Personal information
- Date of birth: 9 February 1990 (age 35)
- Place of birth: Gräfelfing, West Germany
- Height: 1.87 m (6 ft 2 in)
- Position(s): Centre-back / Defensive midfielder

Youth career
- 0000–2003: TSV Moosach-Hartmannshofen
- 2003–2008: SpVgg Unterhaching

Senior career*
- Years: Team / Apps / (Gls)
- 2008–2011: SpVgg Unterhaching II / 9 / (0)
- 2008–2012: SpVgg Unterhaching / 51 / (2)
- 2012–2015: SC Paderborn 07 / 70 / (1)
- 2015–2018: 1. FC Kaiserslautern / 59 / (0)
- 2018–2021: Western Sydney Wanderers / 35 / (1)

= Patrick Ziegler =

German-Australian soccer player

Patrick Ziegler (born 9 February 1990) is a German-Australian footballer who plays as a centre-back, most recently for the Western Sydney Wanderers.

==Career==
Ziegler grew up in Munich, Germany and began his football career at junior club TSV Moosach-Hartmannshofen. At the age of 13 he moved to SpVgg Unterhaching to begin his youth academy training, and stayed at the club until age 21, playing for the club in the third tier 3. Liga, making a total of 51 league appearances and scoring 2 goals.

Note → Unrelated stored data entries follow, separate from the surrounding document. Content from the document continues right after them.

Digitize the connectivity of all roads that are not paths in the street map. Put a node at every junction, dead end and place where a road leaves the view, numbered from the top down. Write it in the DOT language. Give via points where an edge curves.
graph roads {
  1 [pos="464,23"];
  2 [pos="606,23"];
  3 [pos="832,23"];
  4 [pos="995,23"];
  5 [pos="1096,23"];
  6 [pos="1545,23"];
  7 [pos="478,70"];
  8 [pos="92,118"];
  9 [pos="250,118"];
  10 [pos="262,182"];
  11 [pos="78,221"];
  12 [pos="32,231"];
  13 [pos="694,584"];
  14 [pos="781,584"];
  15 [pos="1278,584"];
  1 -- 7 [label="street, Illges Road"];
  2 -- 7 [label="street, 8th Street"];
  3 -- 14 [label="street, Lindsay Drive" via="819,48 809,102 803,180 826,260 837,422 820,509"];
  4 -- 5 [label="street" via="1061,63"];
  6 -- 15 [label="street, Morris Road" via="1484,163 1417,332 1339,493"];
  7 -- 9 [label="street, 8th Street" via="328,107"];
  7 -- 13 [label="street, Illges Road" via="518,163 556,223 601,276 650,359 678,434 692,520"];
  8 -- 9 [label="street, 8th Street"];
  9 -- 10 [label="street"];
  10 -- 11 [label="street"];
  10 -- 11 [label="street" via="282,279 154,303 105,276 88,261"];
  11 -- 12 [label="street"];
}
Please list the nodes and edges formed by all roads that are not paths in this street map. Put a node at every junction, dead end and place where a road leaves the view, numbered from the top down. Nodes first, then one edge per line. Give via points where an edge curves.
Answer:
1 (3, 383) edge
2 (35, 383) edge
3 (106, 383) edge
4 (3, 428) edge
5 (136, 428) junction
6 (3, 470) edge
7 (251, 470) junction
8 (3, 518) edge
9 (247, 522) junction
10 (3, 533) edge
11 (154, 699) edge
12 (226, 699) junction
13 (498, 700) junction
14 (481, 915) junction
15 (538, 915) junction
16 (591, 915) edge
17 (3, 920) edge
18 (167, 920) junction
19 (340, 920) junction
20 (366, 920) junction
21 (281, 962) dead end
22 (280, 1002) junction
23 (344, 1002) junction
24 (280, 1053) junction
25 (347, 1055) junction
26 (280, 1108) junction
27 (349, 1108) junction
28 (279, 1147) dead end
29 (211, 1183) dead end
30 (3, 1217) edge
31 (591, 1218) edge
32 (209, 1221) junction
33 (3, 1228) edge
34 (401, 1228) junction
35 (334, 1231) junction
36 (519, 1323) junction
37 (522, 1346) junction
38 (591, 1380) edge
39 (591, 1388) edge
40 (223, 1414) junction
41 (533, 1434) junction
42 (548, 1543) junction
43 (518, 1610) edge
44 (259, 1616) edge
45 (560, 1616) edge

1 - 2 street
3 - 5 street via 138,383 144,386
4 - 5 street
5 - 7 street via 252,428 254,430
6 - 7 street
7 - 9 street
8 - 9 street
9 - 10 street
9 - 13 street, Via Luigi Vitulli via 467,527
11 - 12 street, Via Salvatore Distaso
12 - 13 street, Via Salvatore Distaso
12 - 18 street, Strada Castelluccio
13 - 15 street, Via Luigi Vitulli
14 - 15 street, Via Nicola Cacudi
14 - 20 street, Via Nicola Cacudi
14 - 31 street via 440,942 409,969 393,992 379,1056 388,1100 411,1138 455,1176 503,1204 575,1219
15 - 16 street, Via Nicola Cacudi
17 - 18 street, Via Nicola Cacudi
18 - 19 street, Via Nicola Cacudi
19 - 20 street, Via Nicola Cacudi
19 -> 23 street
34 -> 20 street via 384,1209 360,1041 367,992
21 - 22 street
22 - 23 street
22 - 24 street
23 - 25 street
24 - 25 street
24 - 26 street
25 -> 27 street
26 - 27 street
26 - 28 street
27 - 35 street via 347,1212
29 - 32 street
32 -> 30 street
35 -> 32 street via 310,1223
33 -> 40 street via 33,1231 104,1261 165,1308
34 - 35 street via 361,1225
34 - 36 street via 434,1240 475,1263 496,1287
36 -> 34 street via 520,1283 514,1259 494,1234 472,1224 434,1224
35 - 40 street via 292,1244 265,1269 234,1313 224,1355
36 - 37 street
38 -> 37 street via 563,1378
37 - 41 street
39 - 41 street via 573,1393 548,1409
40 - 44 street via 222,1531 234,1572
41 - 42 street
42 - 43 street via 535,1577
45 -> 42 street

His performances attracted the attention of SC Paderborn 07, and he moved the 550 km distance from Munich in 2012. He played 3 seasons for Paderborn, being promoted to the Bundesliga after they finished 2nd in the 2013/14 2. Bundesliga season. The only season Ziegler played in the top flight Bundesliga saw the club relegated back to the 2nd tier, with Ziegler leaving the club at the end of the season having amassed 70 league appearances with a single goal. Paderborn were relegated again the season after Ziegler left the club. During his time at Paderborn he gave away a record breaking quick penalty against Hamburg, fouling Marcell Jansen just 8 seconds after kick-off.

Ziegler spent the next 3 years with Kaiserslautern. The club easily avoided relegation but could not push into a promotion position. Ziegler left having made 59 league appearances for the club.

Ziegler moved to Australia to play for the Western Sydney Wanderers starting in the 2018/19 A-League season on a three-year contract. After playing 6 games for the Wanderers he suffered a Tear of meniscus injury during an FFA Cup game that ended his 2018/19 season and caused him to only return in the 4th round of the 2019/20 season. He played the majority of the season with the Wanderers finishing in 9th place out of 11 teams. During this time at the Wanderers the club have gone through multiple managers, Markus Babbel, Jean-Paul de Marigny and then Carl Robinson. He was released from the club at the end of the 2020/21 season.

==Personal life==
Patrick's father was born in Adelaide, South Australia, making him eligible to represent Germany, as well as Australia once he applies, and his application is approved, for citizenship by descent the Australian government. He would also no longer be regarded as a foreign player in the A-League, which has a limit of five such players per squad.

In January 2019, Ziegler declared that he wanted to play for Australia upon receiving his citizenship, adding that even after returning to Germany, his father still supported Australia, even more so than Germany. In October 2019, he told The Sydney Morning Herald that he was still waiting for permission from Germany to hold a second passport.

In December 2020, Zieger officially became an Australian citizen.